Perhaps her work with kids inspired the playful compositions that are so prevalent in her work. The vibrant colours she added to her canvases, one block at a time, syncopated into a cheerful beat. This is what makes her artwork so fresh and exciting for her time; her strong use of rhythm transcends the limits of Colour-Field painting. Unlike the mopey abstract expressionists that have been pounded into our brains (Pollock, Rothko, Motherwell, etc) we see in Thomas’s work exhibits a strong lyrical optimism where colour upon colour bop together on the canvas. This occurs in “Untitled,” from her Music series, where she described the work to be like “red azaleas singing and dancing to rock and roll music.” 

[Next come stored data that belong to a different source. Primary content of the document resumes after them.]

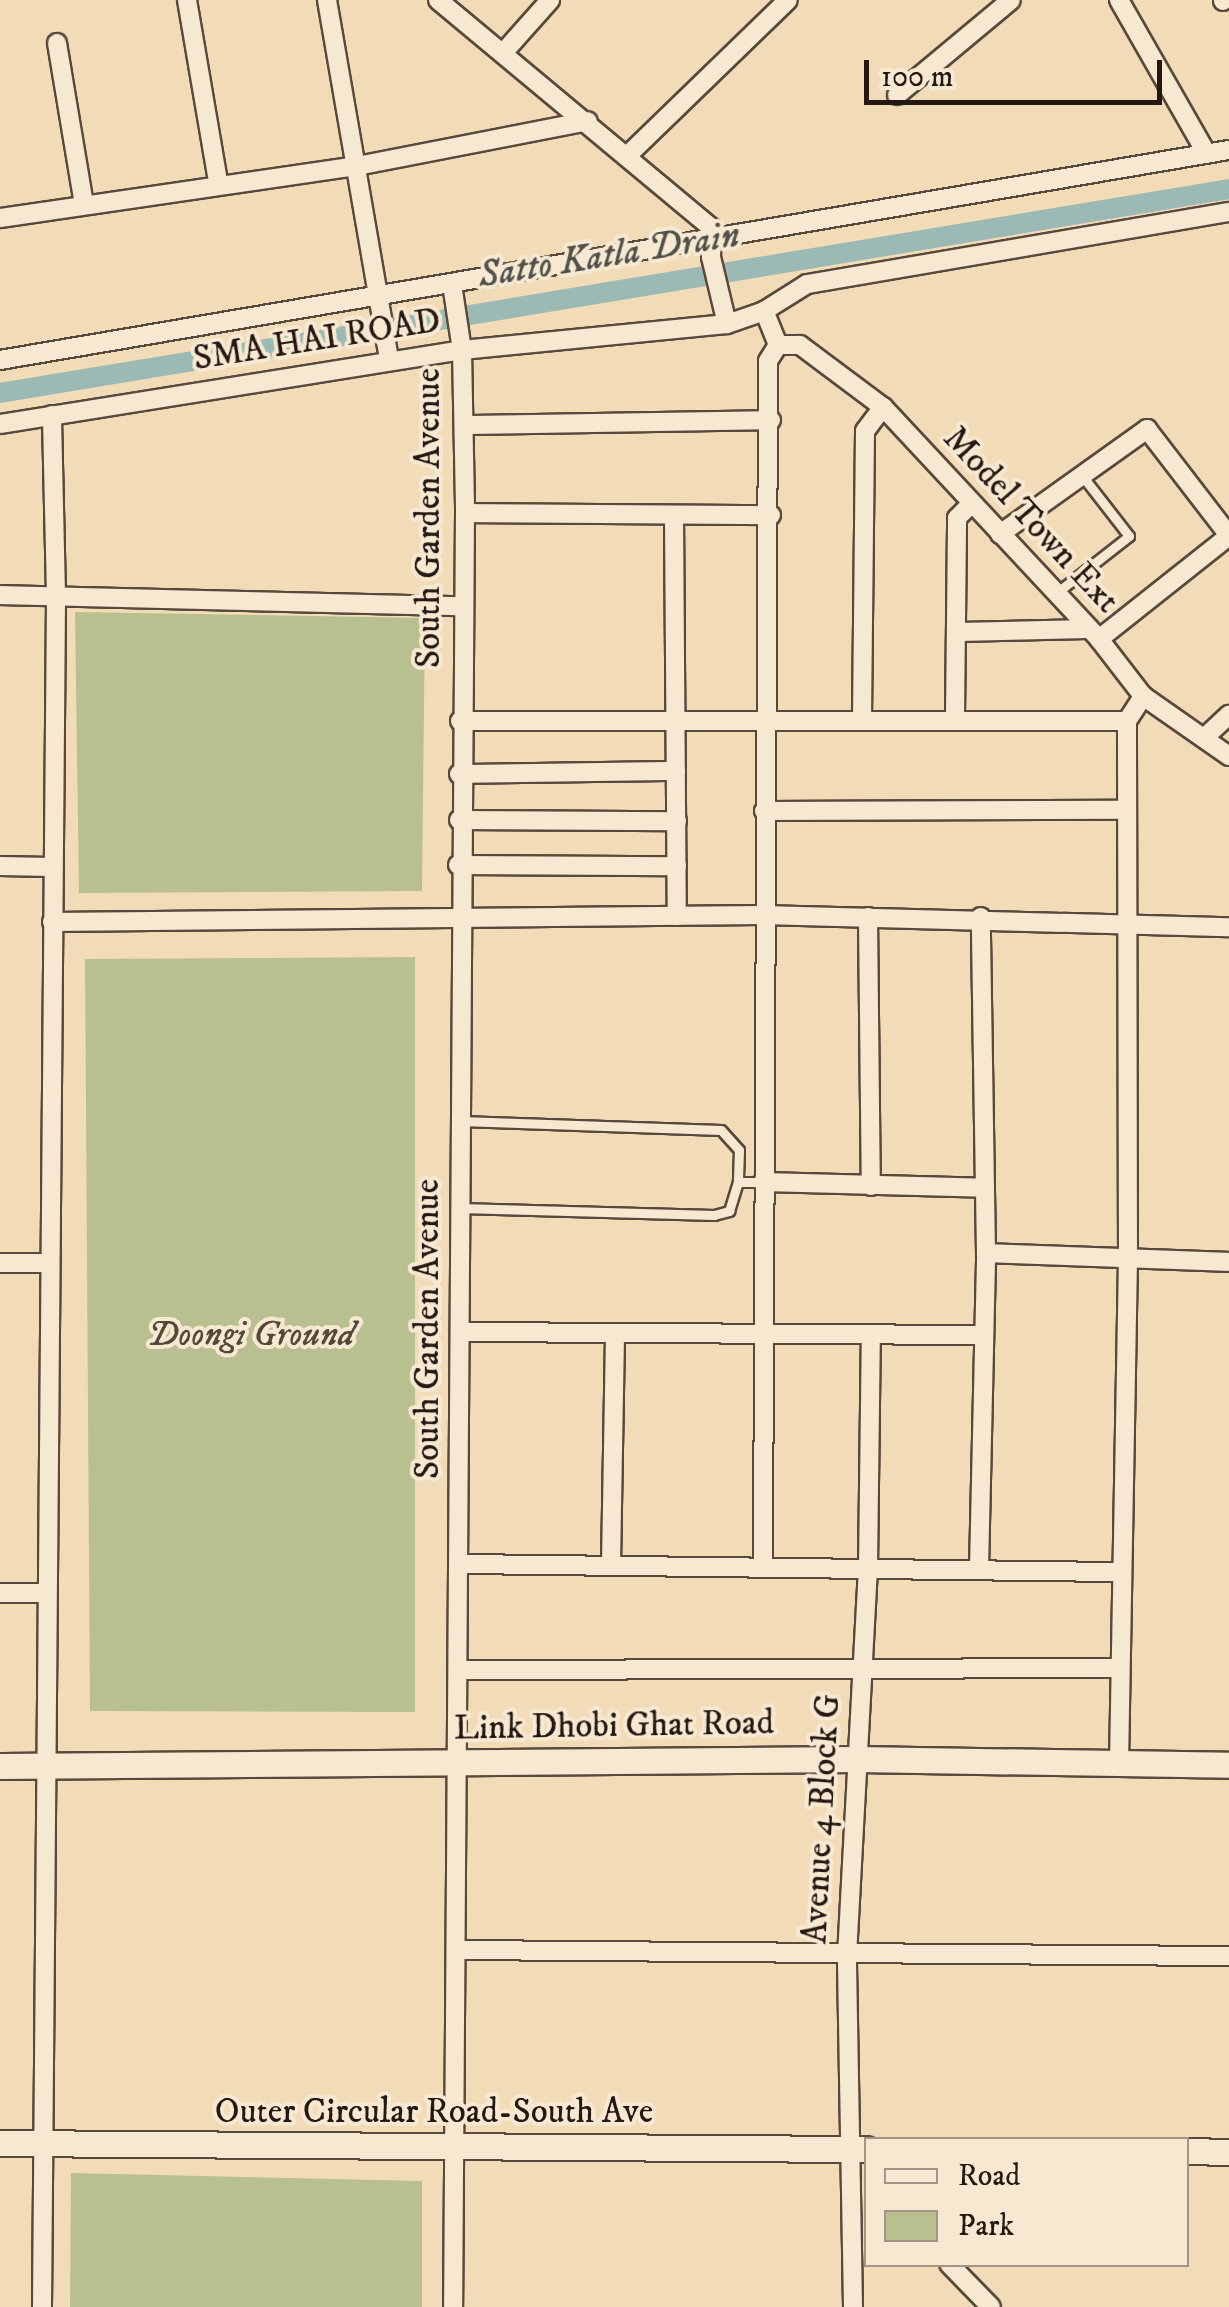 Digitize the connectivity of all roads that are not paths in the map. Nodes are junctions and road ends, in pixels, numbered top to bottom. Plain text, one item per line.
1 (187, 0) edge
2 (327, 0) edge
3 (438, 0) edge
4 (550, 0) edge
5 (788, 0) edge
6 (1011, 0) edge
7 (1119, 0) edge
8 (57, 42) dead end
9 (504, 53) junction
10 (897, 94) dead end
11 (588, 121) junction
12 (1229, 150) edge
13 (629, 154) junction
14 (1207, 154) junction
15 (357, 166) junction
16 (218, 182) junction
17 (84, 204) junction
18 (1229, 212) edge
19 (0, 218) edge
20 (713, 249) junction
21 (453, 289) junction
22 (380, 302) junction
23 (764, 311) junction
24 (727, 324) junction
25 (461, 342) junction
26 (778, 344) junction
27 (388, 354) junction
28 (0, 360) edge
29 (883, 407) junction
30 (52, 415) junction
31 (771, 420) junction
32 (0, 424) edge
33 (464, 425) junction
34 (1081, 475) junction
35 (970, 505) junction
36 (465, 513) junction
37 (674, 515) junction
38 (770, 515) junction
39 (1000, 534) junction
40 (1228, 535) edge
41 (0, 595) edge
42 (56, 595) junction
43 (1053, 595) junction
44 (462, 606) junction
45 (958, 632) junction
46 (1094, 634) junction
47 (1142, 696) junction
48 (1229, 715) edge
49 (955, 717) junction
50 (862, 718) junction
51 (767, 720) junction
52 (677, 721) junction
53 (1127, 721) junction
54 (460, 722) junction
55 (1204, 738) junction
56 (1229, 756) edge
57 (676, 771) junction
58 (459, 774) junction
59 (1126, 810) junction
60 (764, 812) junction
61 (459, 820) junction
62 (677, 820) junction
63 (0, 866) edge
64 (458, 866) junction
65 (677, 866) junction
66 (51, 867) junction
67 (762, 915) junction
68 (677, 916) junction
69 (981, 917) junction
70 (868, 918) junction
71 (457, 920) junction
72 (52, 922) junction
73 (1130, 922) junction
74 (1229, 927) edge
75 (458, 1121) junction
76 (738, 1182) junction
77 (763, 1182) junction
78 (871, 1186) junction
79 (985, 1188) junction
80 (460, 1208) junction
81 (986, 1253) junction
82 (1128, 1259) junction
83 (1229, 1262) edge
84 (0, 1263) edge
85 (49, 1263) junction
86 (460, 1332) junction
87 (615, 1332) junction
88 (764, 1333) junction
89 (871, 1335) junction
90 (982, 1335) junction
91 (462, 1564) junction
92 (611, 1564) junction
93 (763, 1566) junction
94 (868, 1568) junction
95 (979, 1569) junction
96 (1121, 1572) junction
97 (0, 1593) edge
98 (47, 1593) junction
99 (863, 1667) junction
100 (1120, 1668) junction
101 (462, 1670) junction
102 (857, 1759) junction
103 (458, 1763) junction
104 (1119, 1764) junction
105 (1229, 1765) edge
106 (0, 1766) edge
107 (45, 1766) junction
108 (457, 1950) junction
109 (848, 1956) junction
110 (1229, 1956) edge
111 (42, 2143) junction
112 (0, 2144) edge
113 (455, 2148) junction
114 (858, 2149) edge
115 (1189, 2151) edge
116 (1229, 2152) edge
117 (860, 2188) edge
118 (953, 2267) edge
119 (42, 2307) edge
120 (453, 2307) edge
121 (853, 2307) edge
122 (992, 2307) edge

1 - 16 street
2 - 15 street
3 - 9 street
4 - 9 street
5 - 13 street
6 - 10 street
7 - 14 street
8 - 17 street
9 - 11 street
11 - 13 street
11 - 15 street
12 - 14 street
13 - 20 street
14 - 20 street
15 - 16 street
15 - 22 street
16 - 17 street
17 - 19 street
18 - 23 street, SMA HAI ROAD
20 - 21 street
20 - 24 street
21 - 22 street
21 - 25 street, South Garden Avenue
22 - 27 street
22 - 28 street
23 - 24 street, SMA HAI ROAD
23 - 26 street
24 - 25 street, SMA HAI ROAD
25 - 27 street, SMA HAI ROAD
25 - 33 street, South Garden Avenue
26 - 29 street, Model Town Ext
26 - 31 street
27 - 30 street, SMA HAI ROAD
29 - 35 street, Model Town Ext
29 - 50 street
30 - 32 street, SMA HAI ROAD
30 - 42 street
31 - 33 street
31 - 38 street
33 - 36 street, South Garden Avenue
34 - 39 street
34 - 40 street
34 - 43 lane
35 - 39 street, Model Town Ext
35 - 45 street
36 - 37 street
36 - 44 street, South Garden Avenue
37 - 38 street
37 - 52 street
38 - 51 street
39 - 43 street, Model Town Ext
40 - 46 street
41 - 42 street
42 - 44 street
42 - 66 street
43 - 46 street, Model Town Ext
44 - 54 street, South Garden Avenue
45 - 46 street
45 - 49 street
46 - 47 street, Model Town Ext
47 - 53 street
47 - 55 street, Model Town Ext
48 - 55 street
49 - 50 street
49 - 53 street
50 - 51 street
51 - 52 street
51 - 60 street
52 - 54 street
52 - 57 street
53 - 59 street
54 - 58 street, South Garden Avenue
55 - 56 street, Model Town Ext
57 - 58 street
57 - 62 street
58 - 61 street, South Garden Avenue
59 - 60 street
59 - 73 street
60 - 67 street
61 - 62 street
61 - 64 street, South Garden Avenue
62 - 65 street
63 - 66 street
64 - 65 street
64 - 71 street, South Garden Avenue
65 - 68 street
66 - 72 street
67 - 68 street
67 - 70 street
67 - 77 street
68 - 71 street
69 - 70 street
69 - 73 street
69 - 79 street
70 - 78 street
71 - 72 street
71 - 75 street, South Garden Avenue
72 - 85 street
73 - 74 street
73 - 82 street
75 - 76 lane
75 - 80 street, South Garden Avenue
76 - 77 lane
76 - 80 lane
77 - 78 street
77 - 88 street
78 - 79 street
79 - 81 street
80 - 86 street, South Garden Avenue
81 - 82 street
81 - 90 street
82 - 83 street
82 - 96 street
84 - 85 street
85 - 98 street
86 - 87 street
86 - 91 street, South Garden Avenue
87 - 88 street
87 - 92 street
88 - 89 street
88 - 93 street
89 - 90 street
89 - 94 street, Avenue 4 Block G
90 - 95 street
91 - 92 street
91 - 101 street, South Garden Avenue
92 - 93 street
93 - 94 street
94 - 95 street
94 - 99 street, Avenue 4 Block G
95 - 96 street
96 - 100 street
97 - 98 street
98 - 107 street
99 - 100 street
99 - 101 street
99 - 102 street, Avenue 4 Block G
100 - 104 street
101 - 103 street, South Garden Avenue
102 - 103 street, Link Dhobi Ghat Road
102 - 104 street, Link Dhobi Ghat Road
102 - 109 street, Avenue 4 Block G
103 - 107 street, Link Dhobi Ghat Road
103 - 108 street, South Garden Avenue
104 - 105 street, Link Dhobi Ghat Road
106 - 107 street, Link Dhobi Ghat Road
107 - 111 street
108 - 109 street
108 - 113 street, South Garden Avenue
109 - 110 street
109 - 114 street, Avenue 4 Block G
111 - 112 street, Outer Circular Road-South Ave
111 - 113 street, Outer Circular Road-South Ave
111 - 119 street
113 - 114 street, Outer Circular Road-South Ave
113 - 120 street, South Garden Avenue
114 - 117 street, Avenue 4 Block G
115 - 116 street
117 - 121 street, Avenue 4 Block G
118 - 122 street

She saw some success in her lifetime, such as being the first African American woman to have a solo exhibition at the Whitney in 1978, coupled with her ground-breaking show at the Concoran Gallery of Art. However, Thomas’s legacy has not held much of a place in the cultural memory of Abstract Expressionism, being widely left out of textbooks and the press; but this is starting to change. She was featured in MoMa’s robust show Making Space: Woman Artists and Postwar Abstraction, and she was also featured in her own Studio Museum in Harlem Retrospective in 2016.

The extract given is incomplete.